◆ SOURCE MATERIAL:

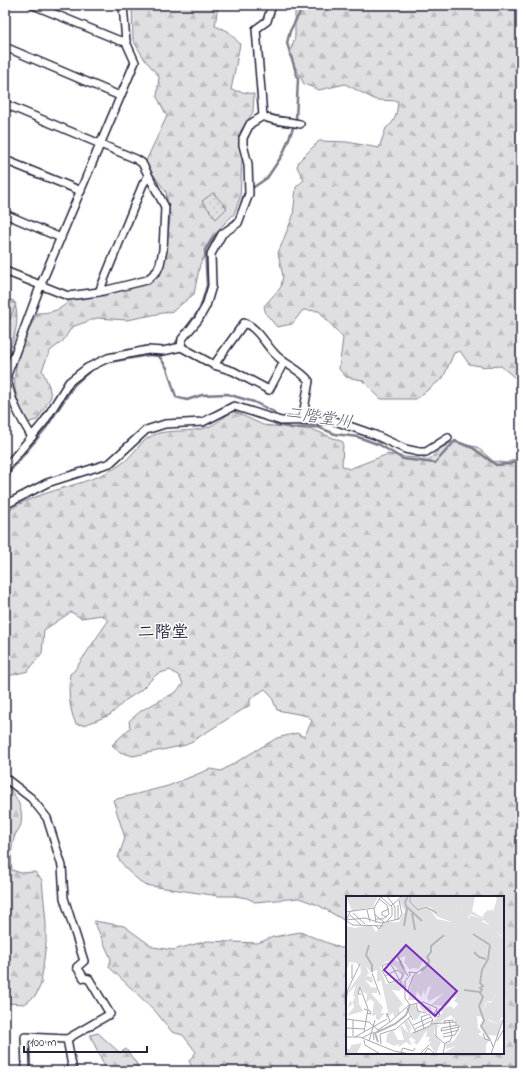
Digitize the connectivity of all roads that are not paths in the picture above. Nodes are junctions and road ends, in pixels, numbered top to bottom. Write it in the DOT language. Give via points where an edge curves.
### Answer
graph roads {
  1 [pos="33,5"];
  2 [pos="122,5"];
  3 [pos="272,5"];
  4 [pos="126,42"];
  5 [pos="5,47"];
  6 [pos="120,96"];
  7 [pos="5,104"];
  8 [pos="263,116"];
  9 [pos="300,124"];
  10 [pos="101,144"];
  11 [pos="5,160"];
  12 [pos="148,177"];
  13 [pos="81,191"];
  14 [pos="5,214"];
  15 [pos="61,238"];
  16 [pos="5,271"];
  17 [pos="41,284"];
  18 [pos="99,292"];
  19 [pos="175,348"];
  20 [pos="284,362"];
  21 [pos="214,365"];
  22 [pos="302,421"];
  23 [pos="32,436"];
  24 [pos="448,438"];
  25 [pos="5,473"];
  26 [pos="5,505"];
  27 [pos="5,778"];
  28 [pos="67,1039"];
  29 [pos="26,1071"];
  30 [pos="73,1071"];
  1 -- 4 [label="street"];
  2 -- 4 [label="street"];
  3 -- 8 [label="street" via="267,21 256,29"];
  4 -- 6 [label="street" via="135,62"];
  5 -- 6 [label="street"];
  6 -- 10 [label="street"];
  7 -- 10 [label="street"];
  8 -- 9 [label="street" via="271,121 283,120"];
  8 -- 19 [label="street" via="250,124 243,138 250,194 238,223 222,234 211,254 212,286 206,306"];
  10 -- 12 [label="street" via="142,163"];
  10 -- 13 [label="street"];
  11 -- 13 [label="street"];
  12 -- 18 [label="street"];
  12 -- 18 [label="street" via="166,211 162,257 157,271 147,280"];
  13 -- 15 [label="street"];
  14 -- 15 [label="street"];
  15 -- 17 [label="street"];
  16 -- 17 [label="street"];
  17 -- 18 [label="street" via="68,296"];
  17 -- 23 [label="street" via="7,375 8,389 17,412"];
  19 -- 21 [label="street"];
  19 -- 23 [label="street" via="157,352 138,352 90,365 69,382"];
  20 -- 21 [label="street" via="269,390 233,371"];
  20 -- 21 [label="street" via="246,323"];
  20 -- 22 [label="street" via="303,373 310,381"];
  22 -- 24 [label="street" via="332,420 405,449 419,452 426,452"];
  22 -- 26 [label="street" via="281,421 234,406 203,422 165,424 146,430 110,463 47,483"];
  23 -- 25 [label="street" via="7,466"];
  27 -- 28 [label="street" via="31,798 47,818 62,866 64,898 84,961 77,967 84,978 89,979 110,1014"];
  28 -- 29 [label="street" via="25,1037"];
  28 -- 30 [label="street"];
}
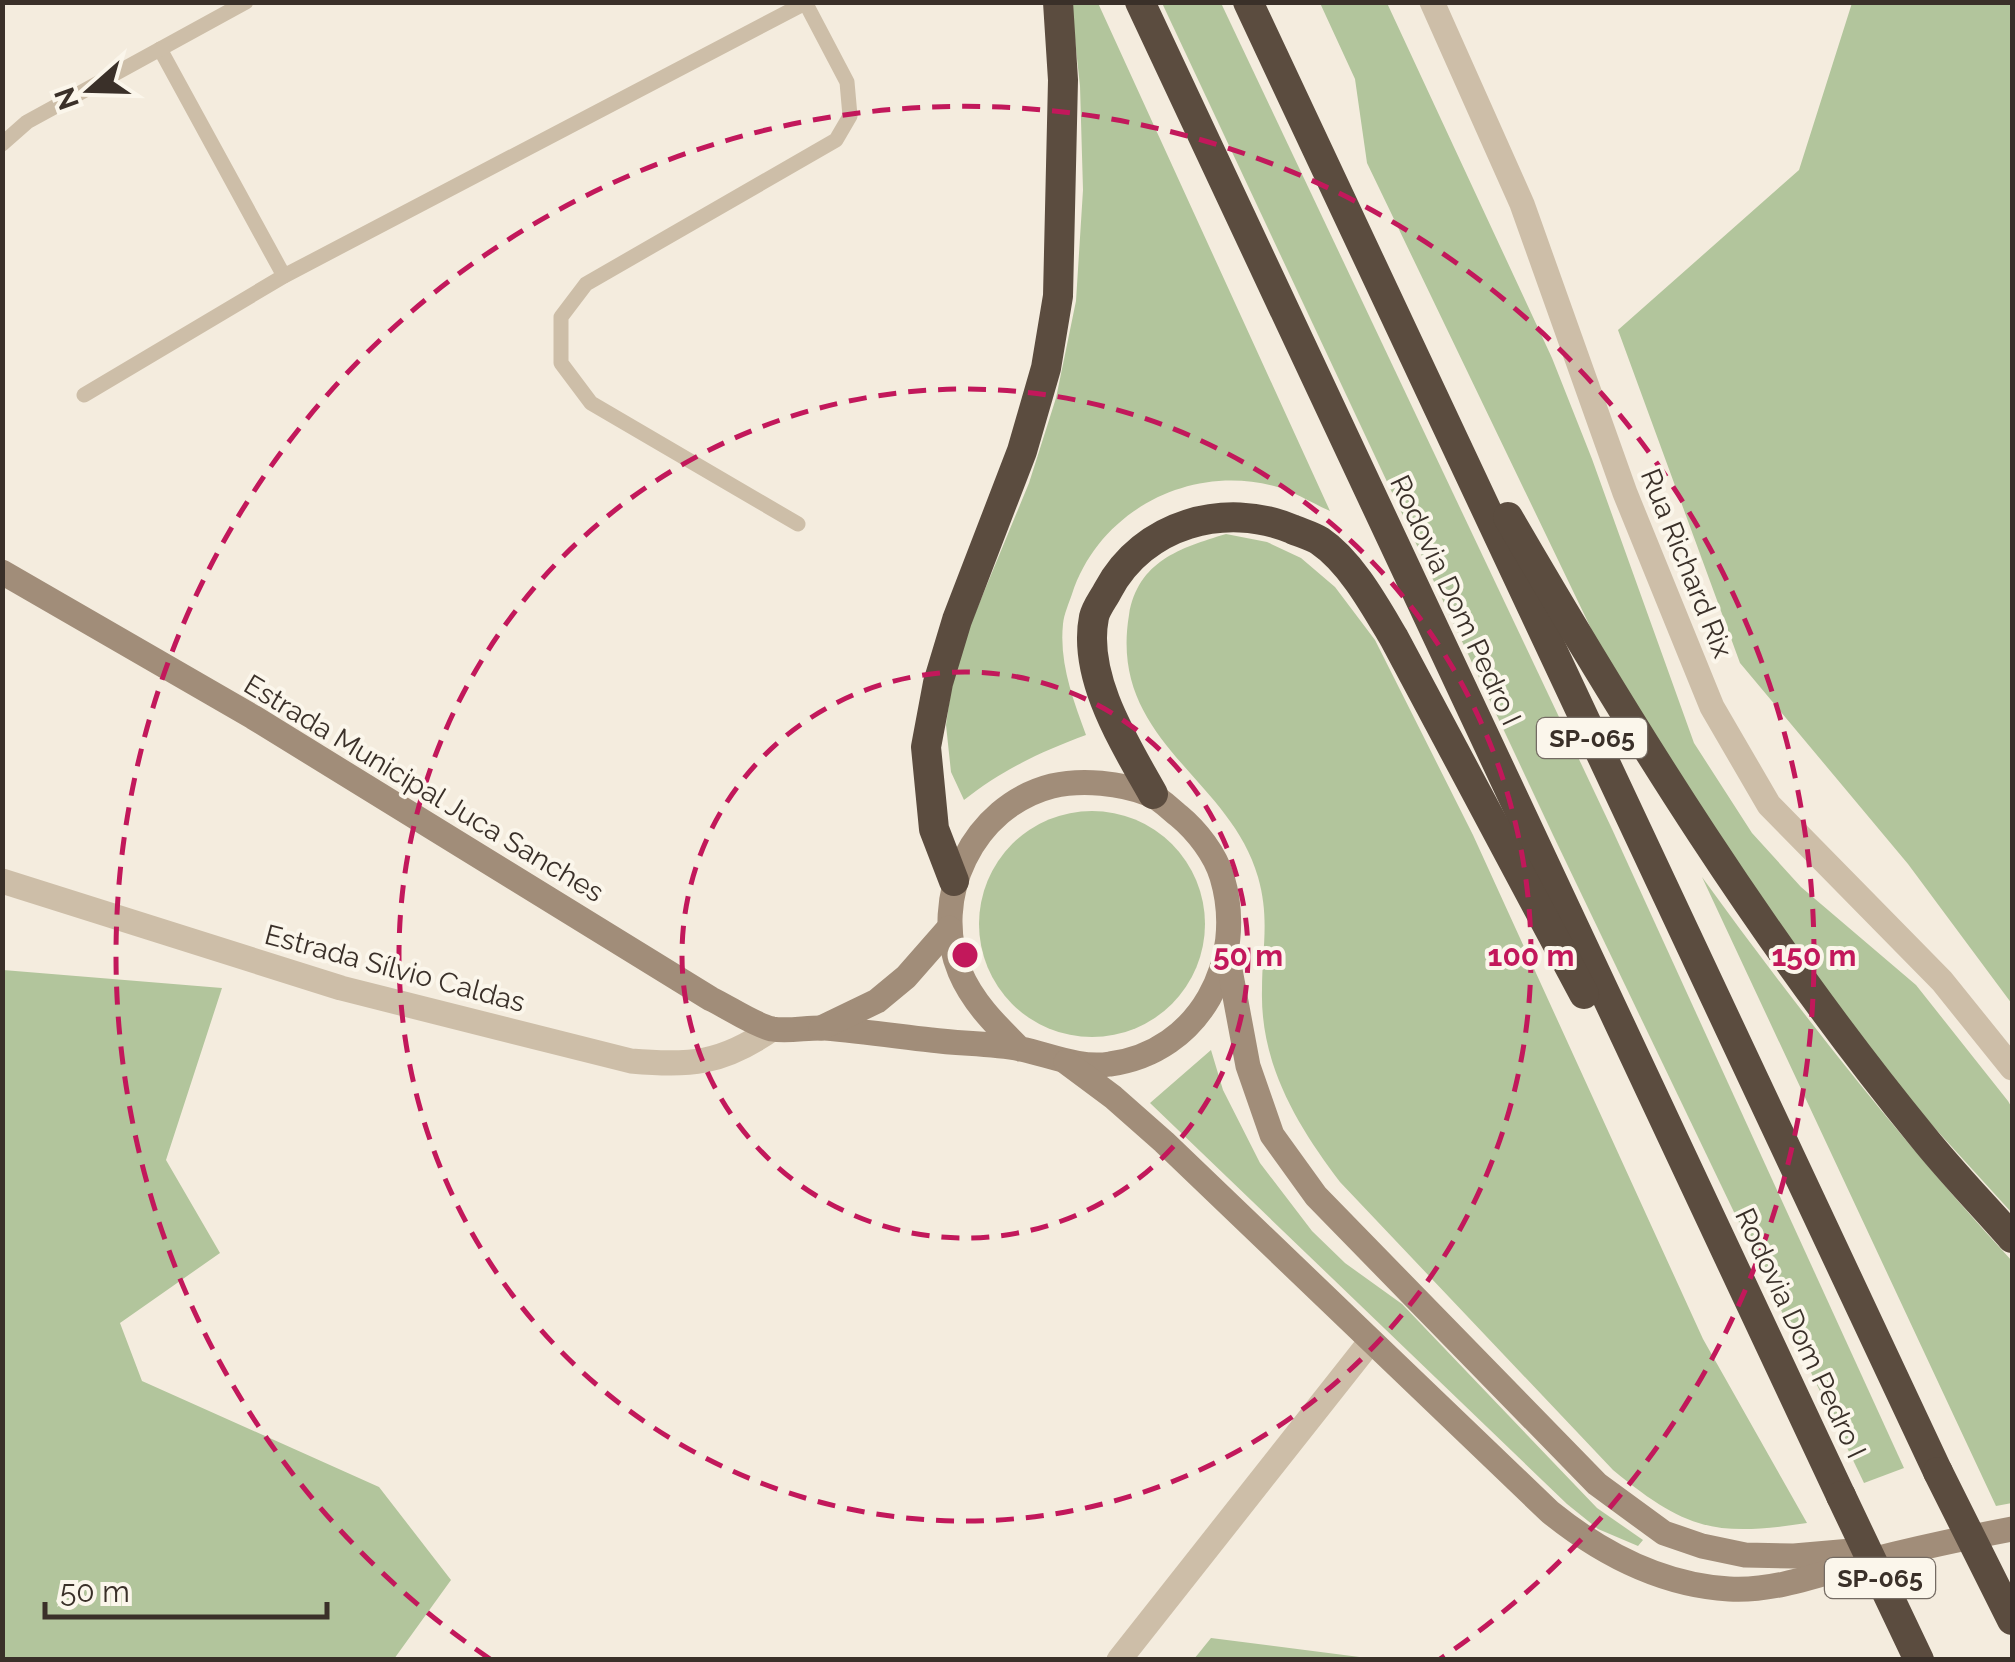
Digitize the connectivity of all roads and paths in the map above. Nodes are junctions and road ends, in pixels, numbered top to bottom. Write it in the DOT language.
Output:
graph roads {
  1 [pos="207,2"];
  2 [pos="246,2"];
  3 [pos="1058,2"];
  4 [pos="1140,2"];
  5 [pos="1248,2"];
  6 [pos="1432,2"];
  7 [pos="805,3"];
  8 [pos="216,19"];
  9 [pos="160,49"];
  10 [pos="2,144"];
  11 [pos="284,276"];
  12 [pos="1408,347"];
  13 [pos="84,396"];
  14 [pos="798,524"];
  15 [pos="2,572"];
  16 [pos="1153,794"];
  17 [pos="2,881"];
  18 [pos="954,881"];
  19 [pos="949,928"];
  20 [pos="1227,957"];
  21 [pos="772,1028"];
  22 [pos="822,1028"];
  23 [pos="1020,1049"];
  24 [pos="1066,1062"];
  25 [pos="2012,1068"];
  26 [pos="2012,1238"];
  27 [pos="1758,1318"];
  28 [pos="1370,1342"];
  29 [pos="2012,1529"];
  30 [pos="1928,1546"];
  31 [pos="2012,1620"];
  32 [pos="1118,1660"];
  33 [pos="1919,1660"];
  1 -- 8 [label="lane"];
  2 -- 8 [label="lane"];
  3 -- 18 [label="highway"];
  4 -- 27 [label="highway, Rodovia Dom Pedro I / SP-065"];
  5 -- 12 [label="highway, SP-065"];
  6 -- 25 [label="street, Rua Richard Rix"];
  7 -- 11 [label="lane"];
  7 -- 14 [label="lane"];
  8 -- 9 [label="lane"];
  9 -- 10 [label="lane"];
  9 -- 11 [label="lane"];
  11 -- 13 [label="lane"];
  12 -- 26 [label="highway"];
  12 -- 31 [label="highway, SP-065, bridge"];
  15 -- 21 [label="main road, Estrada Municipal Juca Sanches"];
  16 -- 18 [label="main road"];
  16 -- 20 [label="main road"];
  16 -- 27 [label="highway"];
  17 -- 21 [label="street, Estrada Sílvio Caldas"];
  18 -- 19 [label="main road"];
  19 -- 22 [label="main road"];
  19 -- 23 [label="main road"];
  20 -- 24 [label="main road"];
  20 -- 30 [label="main road"];
  21 -- 22 [label="main road, Estrada Municipal Juca Sanches"];
  22 -- 23 [label="main road, Estrada Municipal Juca Sanches"];
  23 -- 24 [label="main road"];
  24 -- 28 [label="main road"];
  27 -- 33 [label="highway, Rodovia Dom Pedro I / SP-065, bridge"];
  28 -- 30 [label="main road"];
  28 -- 32 [label="street"];
  29 -- 30 [label="main road"];
}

◆ PROBLEM DESCRIPTION: One exact copy of the data is required, and it should hold no pictures.

◆ TASK RESPONSE:
Digitize the connectivity of all roads that are not paths in the picture above. Nodes are junctions and road ends, in pixels, numbered top to bottom. Write it in the DOT language. Give via points where an edge curves.
### Answer
graph roads {
  1 [pos="33,5"];
  2 [pos="122,5"];
  3 [pos="272,5"];
  4 [pos="126,42"];
  5 [pos="5,47"];
  6 [pos="120,96"];
  7 [pos="5,104"];
  8 [pos="263,116"];
  9 [pos="300,124"];
  10 [pos="101,144"];
  11 [pos="5,160"];
  12 [pos="148,177"];
  13 [pos="81,191"];
  14 [pos="5,214"];
  15 [pos="61,238"];
  16 [pos="5,271"];
  17 [pos="41,284"];
  18 [pos="99,292"];
  19 [pos="175,348"];
  20 [pos="284,362"];
  21 [pos="214,365"];
  22 [pos="302,421"];
  23 [pos="32,436"];
  24 [pos="448,438"];
  25 [pos="5,473"];
  26 [pos="5,505"];
  27 [pos="5,778"];
  28 [pos="67,1039"];
  29 [pos="26,1071"];
  30 [pos="73,1071"];
  1 -- 4 [label="street"];
  2 -- 4 [label="street"];
  3 -- 8 [label="street" via="267,21 256,29"];
  4 -- 6 [label="street" via="135,62"];
  5 -- 6 [label="street"];
  6 -- 10 [label="street"];
  7 -- 10 [label="street"];
  8 -- 9 [label="street" via="271,121 283,120"];
  8 -- 19 [label="street" via="250,124 243,138 250,194 238,223 222,234 211,254 212,286 206,306"];
  10 -- 12 [label="street" via="142,163"];
  10 -- 13 [label="street"];
  11 -- 13 [label="street"];
  12 -- 18 [label="street"];
  12 -- 18 [label="street" via="166,211 162,257 157,271 147,280"];
  13 -- 15 [label="street"];
  14 -- 15 [label="street"];
  15 -- 17 [label="street"];
  16 -- 17 [label="street"];
  17 -- 18 [label="street" via="68,296"];
  17 -- 23 [label="street" via="7,375 8,389 17,412"];
  19 -- 21 [label="street"];
  19 -- 23 [label="street" via="157,352 138,352 90,365 69,382"];
  20 -- 21 [label="street" via="269,390 233,371"];
  20 -- 21 [label="street" via="246,323"];
  20 -- 22 [label="street" via="303,373 310,381"];
  22 -- 24 [label="street" via="332,420 405,449 419,452 426,452"];
  22 -- 26 [label="street" via="281,421 234,406 203,422 165,424 146,430 110,463 47,483"];
  23 -- 25 [label="street" via="7,466"];
  27 -- 28 [label="street" via="31,798 47,818 62,866 64,898 84,961 77,967 84,978 89,979 110,1014"];
  28 -- 29 [label="street" via="25,1037"];
  28 -- 30 [label="street"];
}
Digitize the connectivity of all roads and paths in the map above. Nodes are junctions and road ends, in pixels, numbered top to bottom. Write it in the DOT language.
Output:
graph roads {
  1 [pos="207,2"];
  2 [pos="246,2"];
  3 [pos="1058,2"];
  4 [pos="1140,2"];
  5 [pos="1248,2"];
  6 [pos="1432,2"];
  7 [pos="805,3"];
  8 [pos="216,19"];
  9 [pos="160,49"];
  10 [pos="2,144"];
  11 [pos="284,276"];
  12 [pos="1408,347"];
  13 [pos="84,396"];
  14 [pos="798,524"];
  15 [pos="2,572"];
  16 [pos="1153,794"];
  17 [pos="2,881"];
  18 [pos="954,881"];
  19 [pos="949,928"];
  20 [pos="1227,957"];
  21 [pos="772,1028"];
  22 [pos="822,1028"];
  23 [pos="1020,1049"];
  24 [pos="1066,1062"];
  25 [pos="2012,1068"];
  26 [pos="2012,1238"];
  27 [pos="1758,1318"];
  28 [pos="1370,1342"];
  29 [pos="2012,1529"];
  30 [pos="1928,1546"];
  31 [pos="2012,1620"];
  32 [pos="1118,1660"];
  33 [pos="1919,1660"];
  1 -- 8 [label="lane"];
  2 -- 8 [label="lane"];
  3 -- 18 [label="highway"];
  4 -- 27 [label="highway, Rodovia Dom Pedro I / SP-065"];
  5 -- 12 [label="highway, SP-065"];
  6 -- 25 [label="street, Rua Richard Rix"];
  7 -- 11 [label="lane"];
  7 -- 14 [label="lane"];
  8 -- 9 [label="lane"];
  9 -- 10 [label="lane"];
  9 -- 11 [label="lane"];
  11 -- 13 [label="lane"];
  12 -- 26 [label="highway"];
  12 -- 31 [label="highway, SP-065, bridge"];
  15 -- 21 [label="main road, Estrada Municipal Juca Sanches"];
  16 -- 18 [label="main road"];
  16 -- 20 [label="main road"];
  16 -- 27 [label="highway"];
  17 -- 21 [label="street, Estrada Sílvio Caldas"];
  18 -- 19 [label="main road"];
  19 -- 22 [label="main road"];
  19 -- 23 [label="main road"];
  20 -- 24 [label="main road"];
  20 -- 30 [label="main road"];
  21 -- 22 [label="main road, Estrada Municipal Juca Sanches"];
  22 -- 23 [label="main road, Estrada Municipal Juca Sanches"];
  23 -- 24 [label="main road"];
  24 -- 28 [label="main road"];
  27 -- 33 [label="highway, Rodovia Dom Pedro I / SP-065, bridge"];
  28 -- 30 [label="main road"];
  28 -- 32 [label="street"];
  29 -- 30 [label="main road"];
}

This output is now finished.